Morocco Ranks 3rd in Africa for Chinese Investment Potential, Study Finds

– bySylvanus@Bladi · 2 min read
Morocco Ranks 3rd in Africa for Chinese Investment Potential, Study Finds

Morocco is among the three African countries most attractive to Chinese investors over the next decade. This emerges from the ranking of a specialized website.

Morocco ranks 3rd in the ranking of the 12 African countries most attractive to Chinese investors over the next decade (2024-2033), drawn up by the EIU (The Economist Intelligence Unit) website, a British company belonging to The Economist Group, which provides forecasts and advice to its clients but also provides global analysis to countries, industries and companies.

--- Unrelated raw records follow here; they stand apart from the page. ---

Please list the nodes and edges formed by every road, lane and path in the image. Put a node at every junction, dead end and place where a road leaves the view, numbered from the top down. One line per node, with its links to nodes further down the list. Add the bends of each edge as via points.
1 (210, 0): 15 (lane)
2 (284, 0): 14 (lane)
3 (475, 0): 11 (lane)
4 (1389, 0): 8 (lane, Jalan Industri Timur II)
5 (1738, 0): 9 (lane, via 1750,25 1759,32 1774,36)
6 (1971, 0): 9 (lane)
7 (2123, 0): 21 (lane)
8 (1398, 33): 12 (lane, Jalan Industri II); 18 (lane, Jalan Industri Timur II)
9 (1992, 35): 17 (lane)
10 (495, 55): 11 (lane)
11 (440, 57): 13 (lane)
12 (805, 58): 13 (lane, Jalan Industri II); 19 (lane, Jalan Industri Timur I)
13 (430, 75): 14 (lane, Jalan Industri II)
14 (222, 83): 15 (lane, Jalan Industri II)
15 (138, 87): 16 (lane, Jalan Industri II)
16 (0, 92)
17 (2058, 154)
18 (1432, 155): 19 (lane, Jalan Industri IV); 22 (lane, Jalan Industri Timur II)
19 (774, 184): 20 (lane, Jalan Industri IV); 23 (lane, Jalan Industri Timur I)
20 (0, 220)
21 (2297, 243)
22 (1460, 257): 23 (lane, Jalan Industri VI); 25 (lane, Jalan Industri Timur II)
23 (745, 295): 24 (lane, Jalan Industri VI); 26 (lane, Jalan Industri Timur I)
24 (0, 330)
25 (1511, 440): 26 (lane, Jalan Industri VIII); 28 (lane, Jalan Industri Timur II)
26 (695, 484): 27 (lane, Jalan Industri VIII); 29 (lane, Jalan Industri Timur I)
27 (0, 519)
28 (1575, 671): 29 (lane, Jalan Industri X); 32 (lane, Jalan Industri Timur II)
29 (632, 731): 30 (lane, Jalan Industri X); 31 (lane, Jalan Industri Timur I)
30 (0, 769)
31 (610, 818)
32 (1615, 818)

At the global level, the kingdom ranks 33rd out of 80 countries, thus gaining 27 places compared to the 2013 ranking, where it occupied the 60th place. South Africa (13th out of a total of 80 countries) tops the ranking of the African countries most attractive to Chinese investors for the next decade, followed by Egypt (17th global rank). Algeria (38th) ranks 4th. It is followed by Tanzania (42nd), Angola (53rd) and Nigeria (56th). Ethiopia (58th) ranks 8th. Then come Zambia (63rd), the Democratic Republic of Congo (67th) and Kenya (68th). The Republic of Congo (76th) closes the podium.

To draw up its ranking, The Economist Intelligence Unit relied on 200 indicators divided into two main categories (pillars): opportunities and risks. In the first category, the British company assessed market potential (nominal GDP, population size, GDP per capita, population growth rate, etc.); natural resources (oil and gas reserves, arable land area, mineral reserves, etc.); supply chain performance (infrastructure, contribution of the industrial sector to GDP, electricity prices, etc.); and the level of technology and innovation development (R&D spending, patent applications, expected years of schooling, etc.). As for the risk pillar, it covers bilateral relations with China (history of conflicts with Beijing, degree of mastery of the Chinese language, adherence to the New Silk Roads initiative, etc.) and operational and financial risks for foreign investors (level of political stability, security risks, sovereign risk profile, etc.).

Morocco’s appeal is explained by its performance in various indicators, particularly in market expansion and supply chain development. The kingdom is the 9th most attractive destination for China’s supply chain investment. It is also among the 21 destinations "offering more opportunities and less risk" for Chinese investments.